Since an egg, we tell her, is non-negotiable, it’s up to us to figure out how it can be made acceptable. Her mother gives her the occasional half-boiled eggs, which she makes much better than I, and her gooey omelette is much appreciated.

I have taken my cue from my wife and served up gooey omelettes as well—if you cannot beat them, copy them—adding in bits of ham, cheese and olive. These are delicious omelettes, even if I say so myself.

I may be ordinary at most things in life but the one thing I do well is to make high-class omelettes, done to your preference and stuffed with all kinds of interesting ingredients. The child appears to still like these omelettes but the question of an egg a day remains. On some days, there is eager acceptance of the egg, on some, resistance is strong.

Students of Karnataka government schools may recently and overwhelming have chosen eggs as part of their midday meals but privilege is a difficult thing to convey to a preteen attending a school where SUVs and German cars swarm the gates. She does grasp the concept of privilege though, aware that holidays abroad and five-star hotels are not her life and that there are some students in her class who are noticeably worse off.

As the tussle over eggs continued, I thought back to my childhood and how we could never could get enough of eggs, sometimes eating three at a time. We even had eggs for lunch and dinner, especially on vegetarian-only Thursdays, when they were slipped into a potato curry or a fried egg was made for dinner. I did remember though that we often had an old-fashioned casserole and loved it.

It had been decades but it was worth a shot. So, the last weekend, I made bold to present eggs for Sunday lunch as part of a casserole. My original idea was to bung in eggs with sausages, as we had as children, and leave it at that. But since one has become fancy and all that over the years, I added on a bottom layer of onions and tomatoes and incorporated fresh herbs.

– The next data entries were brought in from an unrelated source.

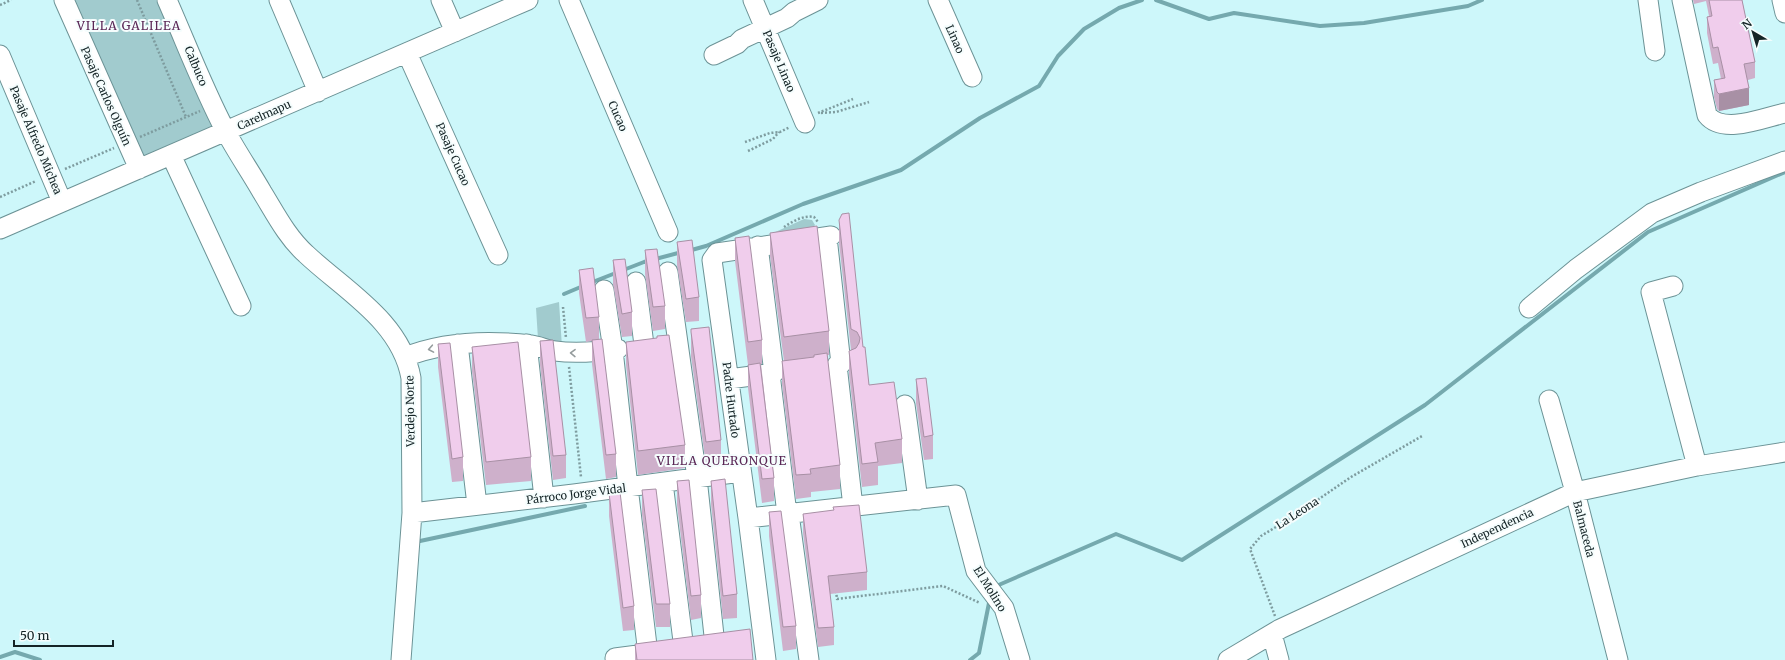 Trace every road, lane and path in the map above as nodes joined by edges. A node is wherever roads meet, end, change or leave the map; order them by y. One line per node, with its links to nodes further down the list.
1 (11, 0): 15 (path)
2 (64, 0): 34 (street, Pasaje Carlos Olguín)
3 (137, 0): 29 (path)
4 (167, 0): 27 (street, Calbuco)
5 (279, 0): 24 (street)
6 (441, 0): 18 (street)
7 (528, 0): 18 (street, Carelmapu)
8 (569, 0): 43 (street, Cucao)
9 (753, 0): 17 (street, Pasaje Linao)
10 (938, 0): 23 (street, Linao)
11 (1648, 0): 20 (street)
12 (1682, 0): 28 (street)
13 (1782, 0): 16 (street)
14 (820, 4): 17 (street)
15 (0, 5)
16 (1785, 13)
17 (765, 27): 19 (street); 30 (street, Pasaje Linao)
18 (455, 32): 21 (street, Carelmapu)
19 (713, 51)
20 (1655, 51)
21 (407, 53): 24 (street, Carelmapu); 45 (street, Pasaje Cucao)
22 (0, 55): 39 (street, Pasaje Alfredo Michea)
23 (972, 77)
24 (318, 92): 31 (street, Carelmapu)
25 (853, 98): 30 (path)
26 (869, 102): 30 (path)
27 (213, 106): 29 (path); 31 (street, Calbuco)
28 (1785, 113)
29 (186, 117): 34 (path)
30 (809, 118): 32 (path)
31 (226, 132): 36 (street, Carelmapu); 59 (street, Verdejo Norte)
32 (780, 132): 33 (path); 35 (path)
33 (746, 142)
34 (127, 143): 38 (street, Pasaje Carlos Olguín); 39 (path)
35 (748, 151)
36 (171, 155): 38 (street, Carelmapu); 50 (street)
37 (1785, 161): 52 (street)
38 (139, 169): 41 (street, Carelmapu)
39 (51, 175): 40 (path); 41 (street, Pasaje Alfredo Michea)
40 (0, 197)
41 (62, 202): 42 (street, Carelmapu)
42 (0, 229)
43 (668, 232)
44 (758, 246): 53 (street, Padre Hurtado); 60 (street); 76 (street)
45 (498, 255)
46 (668, 272): 53 (street)
47 (636, 282): 56 (street)
48 (1673, 286): 66 (street)
49 (604, 290): 57 (street)
50 (241, 306)
51 (562, 307): 58 (path)
52 (1528, 308)
53 (701, 337): 56 (street); 61 (street, Padre Hurtado); 68 (street)
54 (458, 344): 55 (street); 59 (street, one-way to 59); 75 (street)
55 (527, 344): 58 (street); 73 (street)
56 (644, 345): 57 (street)
57 (613, 350): 58 (street, one-way to 58); 70 (street)
58 (568, 353): 72 (path)
59 (405, 357): 77 (street, Verdejo Norte)
60 (778, 373): 61 (street); 78 (street)
61 (729, 379): 67 (street, Padre Hurtado)
62 (1549, 400): 71 (street, Balmaceda)
63 (905, 405): 74 (street)
64 (1422, 436): 82 (path, La Leona)
65 (1785, 452): 66 (street, Independencia)
66 (1697, 466): 71 (street, Independencia)
67 (741, 472): 68 (street, Párroco Jorge Vidal); 79 (street, Padre Hurtado)
68 (697, 478): 69 (street, Párroco Jorge Vidal); 84 (street)
69 (663, 483): 70 (street, Párroco Jorge Vidal); 85 (street)
70 (628, 487): 72 (street, Párroco Jorge Vidal); 86 (street)
71 (1575, 492): 82 (street, Independencia); 94 (street, Balmaceda)
72 (582, 493): 73 (street, Párroco Jorge Vidal)
73 (544, 498): 75 (street, Párroco Jorge Vidal)
74 (918, 500): 76 (street); 91 (street, El Molino)
75 (477, 506): 77 (street, Párroco Jorge Vidal)
76 (853, 507): 78 (street)
77 (412, 513): 88 (street, Verdejo Norte)
78 (788, 514): 79 (street); 90 (street)
79 (748, 518): 83 (street, Padre Hurtado)
80 (835, 584): 81 (path)
81 (968, 598)
82 (1276, 632): 92 (street, Independencia); 93 (street)
83 (749, 640): 84 (street); 89 (street, Padre Hurtado)
84 (715, 645): 85 (street)
85 (684, 649): 86 (street)
86 (648, 654): 87 (street)
87 (615, 658)
88 (401, 660)
89 (766, 660)
90 (809, 660)
91 (1020, 660)
92 (1228, 660)
93 (1279, 660)
94 (1618, 660) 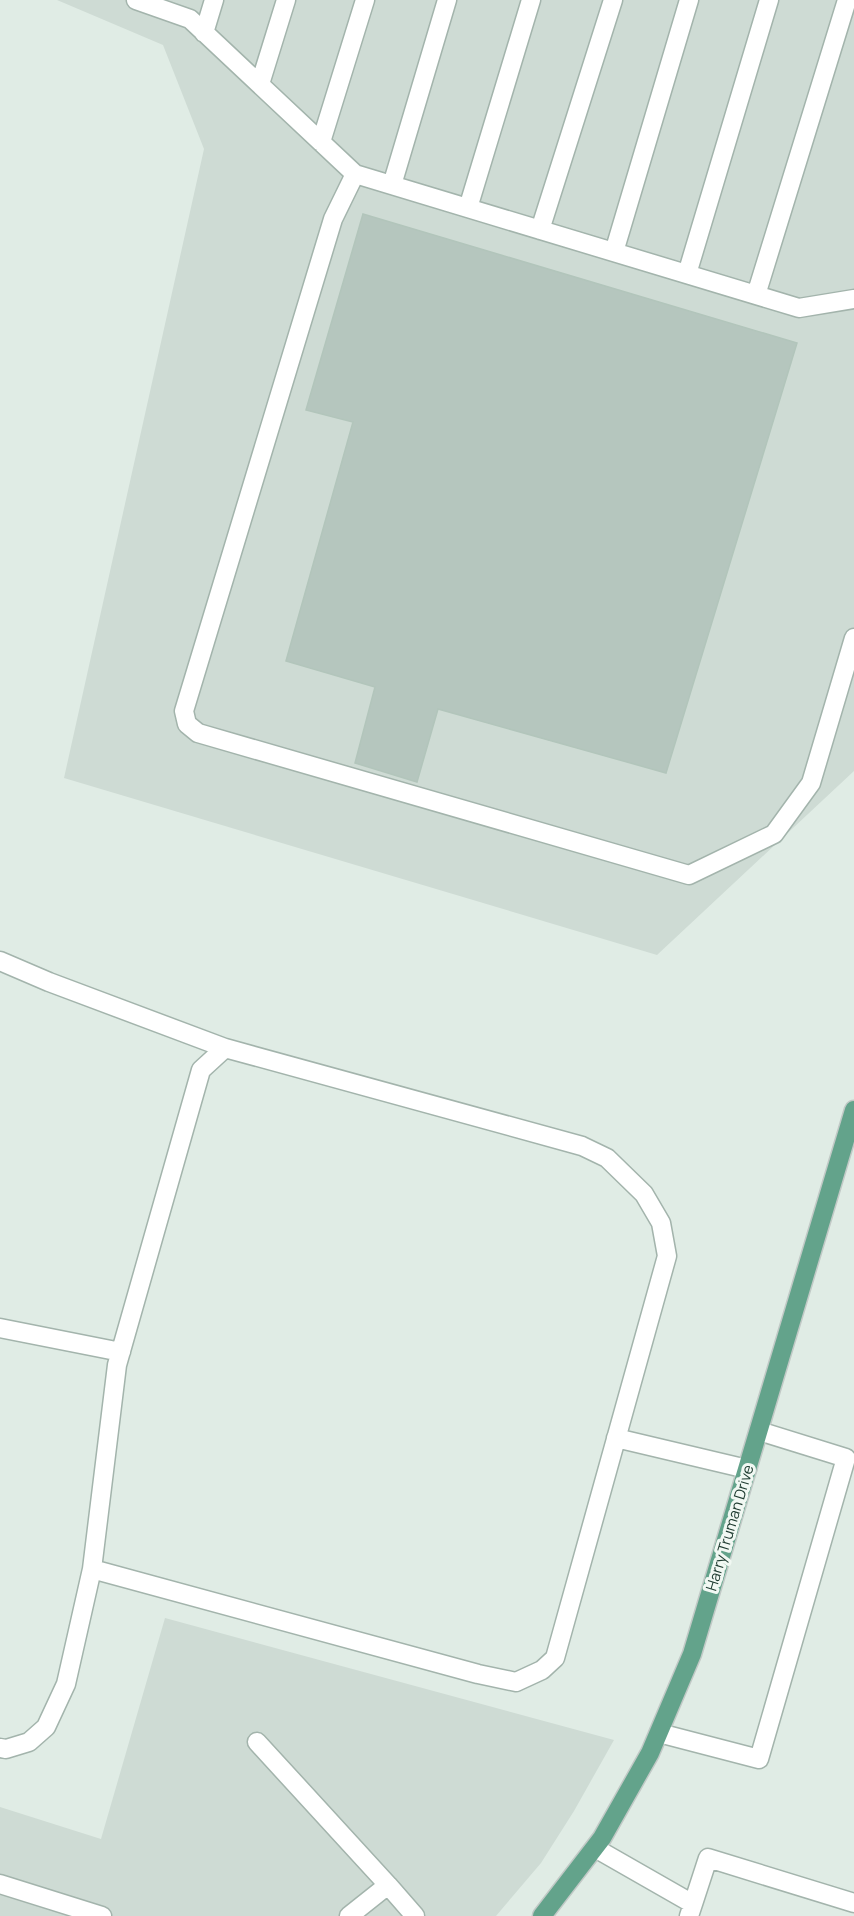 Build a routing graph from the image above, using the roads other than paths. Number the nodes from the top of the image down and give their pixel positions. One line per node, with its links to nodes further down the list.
1 (138, 0): 11 (lane)
2 (214, 0): 11 (lane)
3 (286, 0): 12 (lane)
4 (365, 0): 13 (lane)
5 (447, 0): 15 (lane)
6 (531, 0): 16 (lane)
7 (614, 0): 17 (lane)
8 (689, 0): 18 (lane)
9 (770, 0): 19 (lane)
10 (847, 0): 20 (lane)
11 (204, 33): 12 (lane)
12 (260, 84): 13 (lane)
13 (321, 142): 14 (lane)
14 (355, 174): 15 (lane); 22 (lane)
15 (392, 185): 16 (lane)
16 (468, 208): 17 (lane)
17 (540, 230): 18 (lane)
18 (614, 252): 19 (lane)
19 (687, 274): 20 (lane)
20 (756, 295): 21 (lane)
21 (854, 299)
22 (854, 638)
23 (0, 961): 24 (lane)
24 (225, 1048): 27 (lane); 29 (lane)
25 (854, 1110): 28 (main road, Harry Truman Drive)
26 (0, 1328): 27 (lane)
27 (121, 1352): 32 (lane)
28 (759, 1431): 30 (lane); 31 (main road, Harry Truman Drive)
29 (616, 1438): 31 (lane); 32 (lane)
30 (850, 1459): 33 (lane)
31 (747, 1469): 33 (main road, Harry Truman Drive)
32 (92, 1569): 35 (lane)
33 (659, 1733): 36 (main road, Harry Truman Drive)
34 (257, 1743): 38 (lane)
35 (0, 1748)
36 (594, 1848): 40 (lane); 44 (main road, Harry Truman Drive)
37 (0, 1884): 41 (lane)
38 (387, 1885): 42 (lane); 43 (lane)
39 (854, 1903): 40 (lane)
40 (691, 1910)
41 (102, 1916)
42 (349, 1916)
43 (415, 1916)
44 (542, 1916)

When the child came by the lunch table, she was hungry and looked at the casserole quizzically. “Is there egg in this?” she asked, not without menace. She took a slice and carted it off to watch with a TV lunch. For reasons best known to her, she was watching—and enjoying—Peter Sellers’ The Party for the second time, a movie that, to me, hasn’t aged well.

Either Sellers’ brownface or the casserole improved her mood. “Really good,” she said of the casserole. She didn’t take a second helping though.

Sausage, rosemary and basil casserole

Serves 4

Ingredients

1 packet of five sausages. Cut each sausage into three pieces

4 eggs, beaten

Two tomatoes, sliced

One large onion, sliced

2 small sprigs, rosemary

2 tbsp, fresh basil

Half tsp black pepper powder

Half tsp paprika

Half tsp dried oregano

3-4 tbsp Edam and sharp cheddar cheese

Salt to taste

Method

Fry the sausages in a non-stick pan and set aside. Grease a casserole and lay out a bed of sliced onion, place sliced tomatoes over this. Sprinkle with paprika, black pepper and a little salt. Grill in the oven at 200 degrees Celsius for 25 minutes, flipping over once. Scatter the sausages, half the basil leaves and rosemary over the tomato and onion. Pour in the eggs so that they cover everything. Sprinkle cheese and oregano. Bake at 200 degrees Celsius for 15 minutes or until the cheese browns. Remove, garnish with fresh basil and serve hot.